Counting words with NATS

16 Oct 2014

Still going through the Exercises in Programming Styles, after diving into Haskell and Transducers for a bit, and since I’ve mentioned to other HackerSchoolers about NATS, I decided to use it for the map reduce programming example. It is somewhat loosely based on the dist-adder example from Derek.

NATS server

There is readily available gnatsd Docker container that we can use to start the server that will be used by the clients to communicate:

sudo docker run -p 4222:4222 apcera/gnatsd

Aggregator

I call it the aggregator, but basically this process will be in charge of dispatching a range of the lines in the text and dispatch the task to another node so that it computes the word frequency computation.

require 'nats/client'
require 'json'

NATS.start {

  # Run options
  $stdout.sync = true
  ["TERM", "INT"].each { |sig| trap(sig) { NATS.stop } }
  SRC_ROOT   = File.join(File.expand_path("."), "src", "exercises-in-programming-style")
  PRIDE_AND_PREJUDICE = File.join(SRC_ROOT, "pride-and-prejudice.txt")
  STOP_WORDS = File.join(SRC_ROOT, 'stop_words.txt')

  # Compute the stop words once.
  # This payload information is small enough that it will be transmitted
  # to the frequency counters via the channel
  @stop_words = File.read(STOP_WORDS).split(',')
  @stop_words << ('a'..'z').to_a # also the alphabet
  @stop_words.flatten!.uniq!

  # Initialize
  @words = Hash.new {|h,k| h[k] = 0 }
  @available_computing_nodes = []

  # Discovery Channel
  NATS.subscribe('pride-prejudice.discovery') do |msg, reply, sub|
    computing_node = JSON.parse(msg)
    unless @available_computing_nodes.include?(computing_node)
      puts "[DISCOVERED]      :: #{computing_node}"
      @available_computing_nodes << computing_node
      puts "[AVAILABLE NODES] :: #{@available_computing_nodes.count}"
    end
  end

  # {"id"=>3, "results"=>{"words"=>[{"test"=>1}]}}
  NATS.subscribe('pride-prejudice.responses') do |msg, reply, sub|
    results = JSON.parse(msg)
    puts "[DONE]      :: Job #{results['id']} is done."
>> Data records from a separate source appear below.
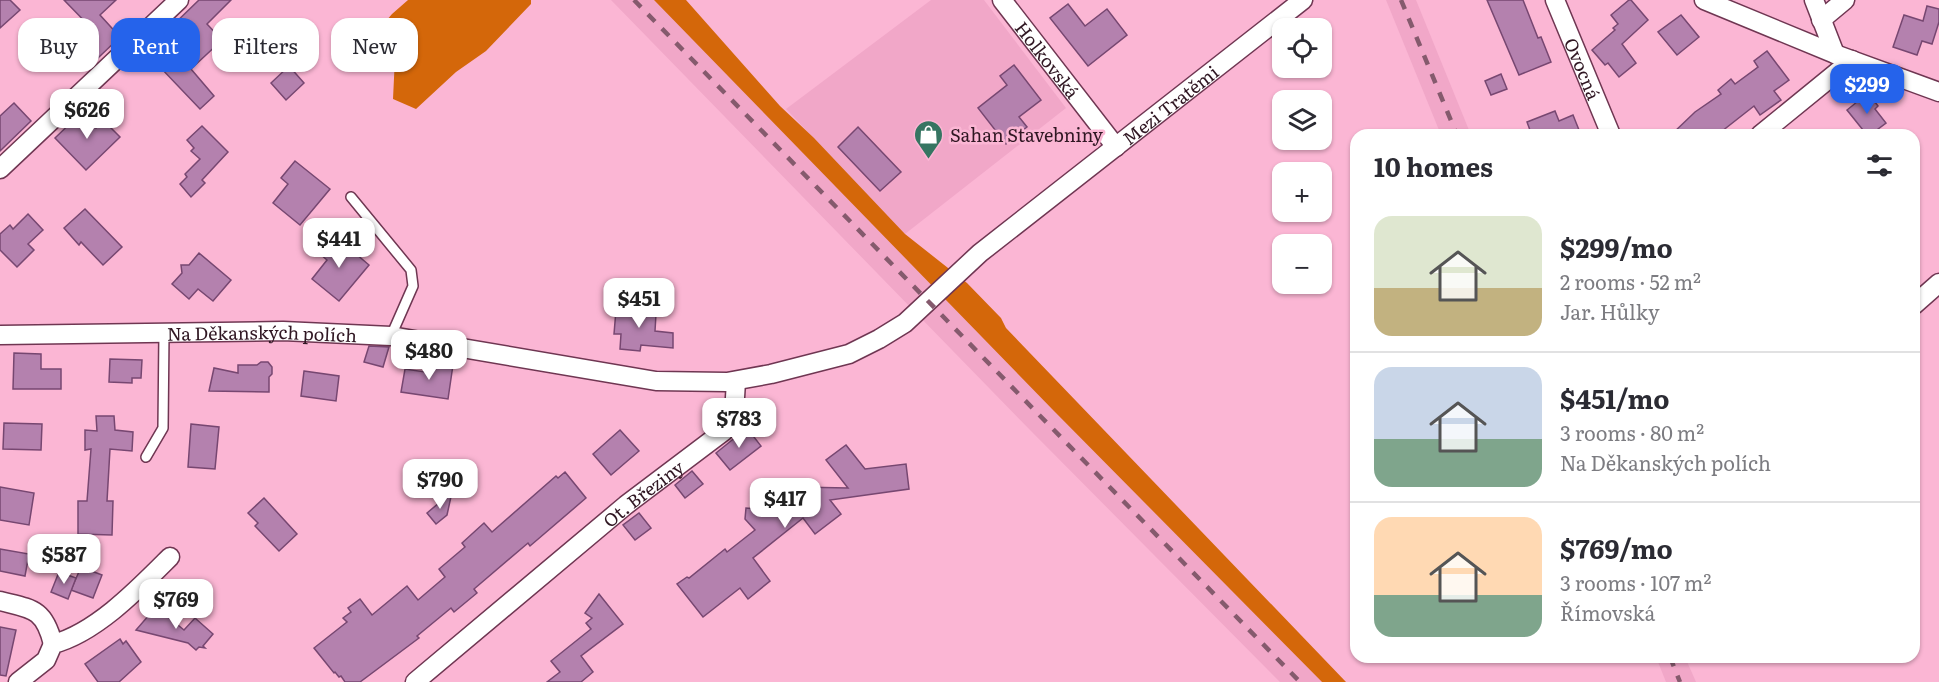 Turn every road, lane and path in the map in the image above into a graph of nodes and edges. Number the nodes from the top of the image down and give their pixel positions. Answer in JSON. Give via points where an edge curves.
{"nodes":[{"id":1,"x":179,"y":0,"type":"edge"},
{"id":2,"x":1002,"y":0,"type":"edge"},
{"id":3,"x":1303,"y":0,"type":"edge"},
{"id":4,"x":1555,"y":0,"type":"edge"},
{"id":5,"x":1704,"y":0,"type":"edge"},
{"id":6,"x":1814,"y":0,"type":"edge"},
{"id":7,"x":1845,"y":0,"type":"edge"},
{"id":8,"x":1821,"y":20,"type":"junction"},
{"id":9,"x":1844,"y":57,"type":"junction"},
{"id":10,"x":1939,"y":92,"type":"edge"},
{"id":11,"x":1609,"y":129,"type":"edge"},
{"id":12,"x":1766,"y":129,"type":"edge"},
{"id":13,"x":1116,"y":147,"type":"junction"},
{"id":14,"x":0,"y":169,"type":"edge"},
{"id":15,"x":351,"y":196,"type":"dead end"},
{"id":16,"x":1939,"y":283,"type":"edge"},
{"id":17,"x":1920,"y":300,"type":"edge"},
{"id":18,"x":164,"y":332,"type":"junction"},
{"id":19,"x":0,"y":335,"type":"edge"},
{"id":20,"x":391,"y":336,"type":"junction"},
{"id":21,"x":736,"y":381,"type":"junction"},
{"id":22,"x":146,"y":457,"type":"dead end"},
{"id":23,"x":170,"y":557,"type":"dead end"},
{"id":24,"x":0,"y":601,"type":"edge"},
{"id":25,"x":53,"y":644,"type":"junction"},
{"id":26,"x":18,"y":682,"type":"edge"},
{"id":27,"x":415,"y":682,"type":"edge"}],
"edges":[{"from":1,"to":14,"type":"street"},
{"from":2,"to":13,"type":"street","name":"Holkovská"},
{"from":3,"to":13,"type":"street","name":"Mezi Tratěmi"},
{"from":4,"to":11,"type":"street","name":"Ovocná"},
{"from":5,"to":9,"type":"street"},
{"from":6,"to":8,"type":"street"},
{"from":7,"to":8,"type":"street"},
{"from":8,"to":9,"type":"street"},
{"from":9,"to":10,"type":"street"},
{"from":9,"to":12,"type":"street"},
{"from":13,"to":21,"type":"street","name":"Mezi Tratěmi","via":[[980,253],[905,323],[849,354]]},
{"from":15,"to":20,"type":"lane","via":[[411,270],[413,286]]},
{"from":16,"to":17,"type":"street"},
{"from":18,"to":19,"type":"street","name":"Na Děkanských polích"},
{"from":18,"to":20,"type":"street","name":"Na Děkanských polích","via":[[283,331]]},
{"from":18,"to":22,"type":"lane","via":[[163,428]]},
{"from":20,"to":21,"type":"street","name":"Na Děkanských polích","via":[[656,381]]},
{"from":21,"to":27,"type":"street","name":"Ot. Březiny","via":[[734,414],[724,430],[626,505]]},
{"from":23,"to":25,"type":"street","via":[[100,621]]},
{"from":24,"to":25,"type":"street","via":[[34,610],[49,627]]},
{"from":25,"to":26,"type":"street","via":[[46,660]]}]}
    # Mark the job as done
    @chunks[results['id']][:done]    = true

    begin
      # Use the partial results and start to count the words
      counted_words = results['results']['words']
      counted_words.each_pair do |w, c|
        @words[w] += c
      end
    rescue => e
      puts "Error while trying to count the words..."
      puts e
      puts e.backtrace
    end

    puts "TOP counted words so far"
    @words.sort {|a,b| a[1] <=> b[1]}.reverse[0...25].each do |k, v|
      puts "#{k}  -  #{v}"
    end
  end

  puts "Waiting 5 seconds to get resources for the job..."
  EM.add_timer(5) do
    pride_and_prejudice_text  = File.read(PRIDE_AND_PREJUDICE)
    total_lines = pride_and_prejudice_text.lines.count
    puts "Total lines to split: #{total_lines}"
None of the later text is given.